Como no he facturado maleta, no han tenido que registrar equipajes para sacar
el mío. Y el avión ha salido, con mis gafas he notado perfectamente lo mucho que
temblaba su fuselaje, casi a su hora.
XII
Bullicio en la entrada del Centro Superior de Investigación. Subo por las
escaleras. Entro en mi despacho. Hola, encuentro a Gaetano que trabaja con su
portátil en mi despacho. Da un salto. “¡Quintín! ¿No era hoy cuando te ibas a
Tondon? Disculpa, me pongo en tu sitio porque aquí hay menos ruido”. Me guardo
las reprimendas. Con estas gafas veo claro su falsa sumisión. Me quedo solo.
Cierro. Después de tantas horas me quito la montura. Vuelvo a ver borroso. Pero
mi vista descansa. Es muy agresivo para los ojos tener que presenciar un choque
de realidad sin un manto de apariencia que la cubra. Me siento. Tantas horas
despierto, sin poder dormir, que ahora se me cierran los párpados. Se me
cierran. Zzzzz…
XIII
Zzzzz… Abro los ojos. De golpe. ¿Eh, eh? Qué hora será. Tanteo con las manos
encima de la mesa. Busco las gafas. No las encuentro. Ostras, ¿dónde las habré
dejado? Me levanto. Busco mejor. “¡Gaetanoooooo!”. Mi pupilo aparece a los diez
segundos por detrás de la puerta. “¿Has visto las gafas del Filtro de las
Apariencias?”. Niega con la cabeza. “No. Y me parece que cuando has entrado no
las llevabas puestas”. Contengo un suspiro. Le miro a los ojos. Capto su
monumental mentira, por impertérrito que se mantenga. Estamos así unos
segundos. Desafiándonos. Luego, le empujo suavemente y me abro paso. Hacia el
corredor. Casualmente por ahí transita Manfred. “Hola, Manfred”. “Hola Quintín”.

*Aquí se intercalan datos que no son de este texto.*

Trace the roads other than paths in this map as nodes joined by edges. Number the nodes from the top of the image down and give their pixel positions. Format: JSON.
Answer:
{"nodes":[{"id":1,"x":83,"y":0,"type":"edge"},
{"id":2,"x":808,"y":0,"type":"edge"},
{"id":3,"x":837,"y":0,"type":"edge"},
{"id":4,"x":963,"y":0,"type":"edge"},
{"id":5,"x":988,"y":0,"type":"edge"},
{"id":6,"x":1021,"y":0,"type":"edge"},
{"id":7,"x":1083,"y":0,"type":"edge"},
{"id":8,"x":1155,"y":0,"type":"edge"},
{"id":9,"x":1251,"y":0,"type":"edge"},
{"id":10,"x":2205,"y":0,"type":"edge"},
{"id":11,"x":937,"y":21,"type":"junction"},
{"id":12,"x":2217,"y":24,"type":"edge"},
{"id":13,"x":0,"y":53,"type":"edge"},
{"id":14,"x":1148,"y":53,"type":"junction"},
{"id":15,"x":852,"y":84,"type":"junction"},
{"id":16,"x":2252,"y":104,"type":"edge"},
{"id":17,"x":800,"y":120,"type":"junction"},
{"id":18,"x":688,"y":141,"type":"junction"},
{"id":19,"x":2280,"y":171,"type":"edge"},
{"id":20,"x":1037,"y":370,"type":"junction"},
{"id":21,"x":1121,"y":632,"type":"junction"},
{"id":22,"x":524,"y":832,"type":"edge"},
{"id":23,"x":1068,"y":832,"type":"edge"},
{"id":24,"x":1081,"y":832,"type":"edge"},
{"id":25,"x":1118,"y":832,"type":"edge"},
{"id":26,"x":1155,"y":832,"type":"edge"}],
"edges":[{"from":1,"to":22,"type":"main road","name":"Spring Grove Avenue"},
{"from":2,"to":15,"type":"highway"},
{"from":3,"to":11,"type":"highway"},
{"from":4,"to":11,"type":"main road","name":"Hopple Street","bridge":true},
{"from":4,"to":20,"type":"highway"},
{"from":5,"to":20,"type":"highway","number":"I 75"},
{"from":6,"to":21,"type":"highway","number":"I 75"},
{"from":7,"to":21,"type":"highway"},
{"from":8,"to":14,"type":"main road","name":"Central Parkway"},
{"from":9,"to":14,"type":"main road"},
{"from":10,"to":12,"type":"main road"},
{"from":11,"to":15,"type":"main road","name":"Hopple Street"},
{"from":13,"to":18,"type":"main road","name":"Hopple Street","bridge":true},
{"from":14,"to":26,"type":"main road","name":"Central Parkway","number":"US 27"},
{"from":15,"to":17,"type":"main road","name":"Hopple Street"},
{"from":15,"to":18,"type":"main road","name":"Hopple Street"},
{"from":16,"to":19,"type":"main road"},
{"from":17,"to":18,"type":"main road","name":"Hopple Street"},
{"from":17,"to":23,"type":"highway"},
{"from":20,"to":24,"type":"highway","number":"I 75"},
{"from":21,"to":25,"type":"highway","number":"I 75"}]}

En sus amables pero falsas palabras, percibo a la legua una envidia contenida. Estoy
acelerado cuando salgo a la calle. Veo un poco borroso. Dónde estarán las
gafas, dónde. Cruzo la calle. Hacia la
parada del trolebús. Tropiezo con uno. Sí, es que veo un poco borroso. Pido
disculpas. Nadie lo diría. Pero yo sí. Ése es mariquita. Y aquel de allí, el de
la tienda de mascotas, noto la paradoja, odia a los animales. Miro hacia otra
parte. Hacia la criatura que viene sentadita en el carrito. Me saluda con su
manita y me dice adióssss, adióssss. Ella sí, todo ternura, sí es lo que
parece. Y yo, yo sin mis gafas del filtro de las apariencias, no soy ni parezco nada. Por
no ser, no debo de ser ni la sombra que se arrastra por el suelo pegadita a mí
cuando me muevo.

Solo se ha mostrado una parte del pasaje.